In practice I don't want to declare arguments in myfunc and then passing some arguments to it. The only one solution I found is myfunc(*arg). Are there any other methods ?

Letters answered 10/2, 2010 at 23:43 Comment(8)

Why is myfunc(*arg) not good enough? – Seafowl 10/2, 2010 at 23:45

I'm guessing yuri doesn't (yet) know about *arg – Fostoria 10/2, 2010 at 23:50

The implementation need myfunc to be a callback passed to another function which try call it in a list comprehension passing an arguments. So I don't have control over the callback implementation and the user can not-intentionally omit the *args (In the code I take care about this event) – Letters 10/2, 2010 at 23:51

So that would be a bug and raise an exception and the user will remember to put *args. Why do you expect php syntax to work in python? – Borderline 10/2, 2010 at 23:55

In that case, I too am not sure why you think *arg isn't good enough. – Fostoria 10/2, 2010 at 23:55

@gnibbler @Fostoria I am tryng to evolve my knowledge from php to python so I compare the two behaviour and test the differences. I think the answer is "no you can't". Thanks for the explainations – Letters 11/2, 2010 at 0:1

Ah, in that case, one thing to get used to is in python it's generally considered good if there is one official way to do things. – Fostoria 11/2, 2010 at 0:3

Does this answer your question? Variable number of parameters in callback – Fullmouthed 24/7, 2022 at 19:12

>>> def myFunc(*args, **kwargs):
...   # This function accepts arbitary arguments:
...   # Keywords arguments are available in the kwargs dict;
...   # Regular arguments are in the args tuple.
...   # (This behaviour is dictated by the stars, not by
...   #  the name of the formal parameters.)
...   print args, kwargs
...
>>> myFunc()
() {}
>>> myFunc(2)
(2,) {}
>>> myFunc(2,5)
(2, 5) {}
>>> myFunc(b = 3)
() {'b': 3}
>>> import dis
>>> dis.dis(myFunc)
  1           0 LOAD_FAST                0 (args)
              3 PRINT_ITEM
              4 LOAD_FAST                1 (kwargs)
              7 PRINT_ITEM
              8 PRINT_NEWLINE
              9 LOAD_CONST               0 (None)
             12 RETURN_VALUE

And to actually answer the question: no, I do not believe there are other ways.

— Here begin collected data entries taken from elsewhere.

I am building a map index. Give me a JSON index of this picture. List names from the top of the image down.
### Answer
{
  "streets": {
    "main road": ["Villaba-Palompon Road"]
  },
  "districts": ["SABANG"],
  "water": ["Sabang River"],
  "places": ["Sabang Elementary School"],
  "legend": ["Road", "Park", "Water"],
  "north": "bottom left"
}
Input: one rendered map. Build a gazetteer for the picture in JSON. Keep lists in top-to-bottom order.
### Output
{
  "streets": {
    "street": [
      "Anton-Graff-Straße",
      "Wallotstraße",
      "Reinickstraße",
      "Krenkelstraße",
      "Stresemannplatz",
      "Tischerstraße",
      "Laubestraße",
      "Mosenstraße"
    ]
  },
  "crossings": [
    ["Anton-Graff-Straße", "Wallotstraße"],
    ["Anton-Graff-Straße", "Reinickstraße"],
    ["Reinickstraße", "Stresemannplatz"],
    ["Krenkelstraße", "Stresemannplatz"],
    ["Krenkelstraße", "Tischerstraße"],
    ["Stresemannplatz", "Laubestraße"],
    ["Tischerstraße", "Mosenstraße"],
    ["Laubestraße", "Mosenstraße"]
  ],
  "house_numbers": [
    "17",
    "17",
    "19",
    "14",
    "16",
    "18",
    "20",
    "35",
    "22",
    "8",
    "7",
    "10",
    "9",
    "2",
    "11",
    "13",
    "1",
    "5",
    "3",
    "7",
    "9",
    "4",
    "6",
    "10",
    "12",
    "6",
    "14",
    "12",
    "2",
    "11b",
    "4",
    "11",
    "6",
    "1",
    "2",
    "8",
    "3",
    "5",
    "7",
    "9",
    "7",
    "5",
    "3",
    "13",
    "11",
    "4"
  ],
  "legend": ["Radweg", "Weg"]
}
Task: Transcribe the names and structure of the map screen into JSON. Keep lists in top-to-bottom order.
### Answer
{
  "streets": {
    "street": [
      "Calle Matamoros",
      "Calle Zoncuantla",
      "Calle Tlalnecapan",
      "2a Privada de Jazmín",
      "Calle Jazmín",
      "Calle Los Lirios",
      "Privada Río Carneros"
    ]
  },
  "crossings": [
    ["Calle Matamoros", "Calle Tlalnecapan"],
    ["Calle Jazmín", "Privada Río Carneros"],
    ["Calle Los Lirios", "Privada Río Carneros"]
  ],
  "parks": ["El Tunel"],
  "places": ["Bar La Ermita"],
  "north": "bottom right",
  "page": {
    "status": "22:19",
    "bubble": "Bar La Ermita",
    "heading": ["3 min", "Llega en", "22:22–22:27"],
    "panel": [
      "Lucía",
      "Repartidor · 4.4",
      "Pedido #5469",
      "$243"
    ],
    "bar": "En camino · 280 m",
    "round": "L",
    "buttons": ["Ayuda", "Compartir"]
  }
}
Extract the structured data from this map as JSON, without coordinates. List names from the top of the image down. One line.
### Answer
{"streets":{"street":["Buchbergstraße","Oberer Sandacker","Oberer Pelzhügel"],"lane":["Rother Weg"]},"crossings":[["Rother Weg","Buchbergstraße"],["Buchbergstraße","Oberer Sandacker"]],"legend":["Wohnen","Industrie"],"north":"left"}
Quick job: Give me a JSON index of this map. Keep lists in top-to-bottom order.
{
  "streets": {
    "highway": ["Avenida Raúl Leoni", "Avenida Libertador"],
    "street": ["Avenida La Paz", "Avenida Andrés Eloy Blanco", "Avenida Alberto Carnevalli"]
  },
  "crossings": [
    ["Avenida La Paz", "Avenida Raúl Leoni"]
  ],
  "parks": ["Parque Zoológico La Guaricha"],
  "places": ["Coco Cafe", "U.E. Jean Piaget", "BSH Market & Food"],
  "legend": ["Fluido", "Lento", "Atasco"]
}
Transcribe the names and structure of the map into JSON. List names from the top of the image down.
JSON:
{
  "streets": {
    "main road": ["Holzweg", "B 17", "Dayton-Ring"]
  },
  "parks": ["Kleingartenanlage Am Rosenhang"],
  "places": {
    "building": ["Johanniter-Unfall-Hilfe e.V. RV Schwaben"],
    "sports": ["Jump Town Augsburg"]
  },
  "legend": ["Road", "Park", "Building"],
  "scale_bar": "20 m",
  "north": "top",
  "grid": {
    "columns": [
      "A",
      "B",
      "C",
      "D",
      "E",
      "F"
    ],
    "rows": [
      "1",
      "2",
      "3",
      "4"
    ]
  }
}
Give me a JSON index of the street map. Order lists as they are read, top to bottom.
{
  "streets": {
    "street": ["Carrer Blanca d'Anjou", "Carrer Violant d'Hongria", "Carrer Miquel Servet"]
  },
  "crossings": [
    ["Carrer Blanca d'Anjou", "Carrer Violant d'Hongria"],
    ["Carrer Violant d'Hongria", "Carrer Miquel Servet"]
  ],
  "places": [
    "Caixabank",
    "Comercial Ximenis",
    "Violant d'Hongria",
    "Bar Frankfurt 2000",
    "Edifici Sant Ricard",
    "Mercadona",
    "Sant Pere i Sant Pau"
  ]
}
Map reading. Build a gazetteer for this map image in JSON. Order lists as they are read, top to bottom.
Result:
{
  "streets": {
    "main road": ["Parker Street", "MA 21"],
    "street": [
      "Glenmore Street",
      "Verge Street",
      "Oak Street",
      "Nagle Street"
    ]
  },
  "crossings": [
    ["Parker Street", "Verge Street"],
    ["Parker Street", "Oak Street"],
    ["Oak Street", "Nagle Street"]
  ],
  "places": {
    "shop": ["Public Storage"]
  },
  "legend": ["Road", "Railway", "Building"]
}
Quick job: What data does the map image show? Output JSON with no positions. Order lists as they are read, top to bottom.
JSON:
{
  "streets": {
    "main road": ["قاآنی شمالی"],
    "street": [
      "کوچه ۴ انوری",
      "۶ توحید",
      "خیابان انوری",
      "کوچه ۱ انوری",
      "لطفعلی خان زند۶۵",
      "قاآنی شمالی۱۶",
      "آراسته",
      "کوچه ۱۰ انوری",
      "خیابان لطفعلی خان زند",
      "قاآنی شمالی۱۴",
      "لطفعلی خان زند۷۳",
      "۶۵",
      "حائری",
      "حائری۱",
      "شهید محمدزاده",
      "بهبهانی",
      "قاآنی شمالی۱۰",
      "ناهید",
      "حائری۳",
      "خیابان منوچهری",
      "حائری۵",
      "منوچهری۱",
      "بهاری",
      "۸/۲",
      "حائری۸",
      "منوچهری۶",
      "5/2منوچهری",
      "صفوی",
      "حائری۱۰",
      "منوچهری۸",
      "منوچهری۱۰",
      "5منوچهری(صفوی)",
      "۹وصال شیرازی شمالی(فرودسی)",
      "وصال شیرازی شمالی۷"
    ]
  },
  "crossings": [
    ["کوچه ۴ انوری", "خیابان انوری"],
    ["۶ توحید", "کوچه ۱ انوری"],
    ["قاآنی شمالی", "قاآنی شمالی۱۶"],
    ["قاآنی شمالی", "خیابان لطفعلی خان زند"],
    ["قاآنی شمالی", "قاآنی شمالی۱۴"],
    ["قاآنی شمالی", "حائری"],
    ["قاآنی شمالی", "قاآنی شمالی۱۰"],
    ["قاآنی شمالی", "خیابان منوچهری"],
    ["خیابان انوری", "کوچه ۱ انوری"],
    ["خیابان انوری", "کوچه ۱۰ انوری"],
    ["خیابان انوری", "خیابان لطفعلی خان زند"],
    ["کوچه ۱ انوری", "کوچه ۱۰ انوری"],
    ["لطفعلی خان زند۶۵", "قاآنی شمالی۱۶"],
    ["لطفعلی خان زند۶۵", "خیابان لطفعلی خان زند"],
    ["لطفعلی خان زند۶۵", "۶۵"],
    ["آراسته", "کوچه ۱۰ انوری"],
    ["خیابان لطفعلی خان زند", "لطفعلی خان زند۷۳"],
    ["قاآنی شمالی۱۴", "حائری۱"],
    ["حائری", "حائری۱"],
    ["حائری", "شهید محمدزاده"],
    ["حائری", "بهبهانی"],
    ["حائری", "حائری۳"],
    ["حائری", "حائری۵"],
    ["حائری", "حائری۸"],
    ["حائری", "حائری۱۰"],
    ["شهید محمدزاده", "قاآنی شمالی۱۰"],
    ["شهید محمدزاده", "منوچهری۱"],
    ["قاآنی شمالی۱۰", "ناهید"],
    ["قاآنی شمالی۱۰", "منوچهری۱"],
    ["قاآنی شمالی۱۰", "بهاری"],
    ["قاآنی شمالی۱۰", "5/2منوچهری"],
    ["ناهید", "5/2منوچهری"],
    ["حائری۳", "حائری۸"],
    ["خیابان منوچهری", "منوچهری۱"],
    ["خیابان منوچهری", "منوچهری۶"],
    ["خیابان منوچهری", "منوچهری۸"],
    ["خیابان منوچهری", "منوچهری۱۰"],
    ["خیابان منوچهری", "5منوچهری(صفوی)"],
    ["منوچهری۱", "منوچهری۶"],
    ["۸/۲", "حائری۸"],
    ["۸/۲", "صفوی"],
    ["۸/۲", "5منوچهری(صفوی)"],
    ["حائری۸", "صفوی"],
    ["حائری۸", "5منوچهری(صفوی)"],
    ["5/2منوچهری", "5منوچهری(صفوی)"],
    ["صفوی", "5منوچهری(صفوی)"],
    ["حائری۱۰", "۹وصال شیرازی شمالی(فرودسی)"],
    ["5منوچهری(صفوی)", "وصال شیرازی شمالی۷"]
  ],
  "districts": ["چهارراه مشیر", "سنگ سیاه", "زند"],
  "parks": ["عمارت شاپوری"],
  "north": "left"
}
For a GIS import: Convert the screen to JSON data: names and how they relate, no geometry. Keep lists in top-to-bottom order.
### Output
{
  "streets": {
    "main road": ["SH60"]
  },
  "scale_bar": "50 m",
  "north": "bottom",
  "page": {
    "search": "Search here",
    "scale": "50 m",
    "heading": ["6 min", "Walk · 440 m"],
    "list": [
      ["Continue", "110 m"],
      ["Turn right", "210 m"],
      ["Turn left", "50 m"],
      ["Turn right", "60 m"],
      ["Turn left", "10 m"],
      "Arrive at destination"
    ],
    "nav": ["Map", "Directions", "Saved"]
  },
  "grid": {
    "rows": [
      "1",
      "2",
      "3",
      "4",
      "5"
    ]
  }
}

The main reason is pretty simple: ~~C python is stack based. A function that doesn't require parameters will not have space allocated for it on the stack (myFunc, instead, has them in position 0 and 1).~~ (see comments)

An additional point is, how would you access the parameters otherwise?

Collodion answered 10/2, 2010 at 23:50 Comment(2)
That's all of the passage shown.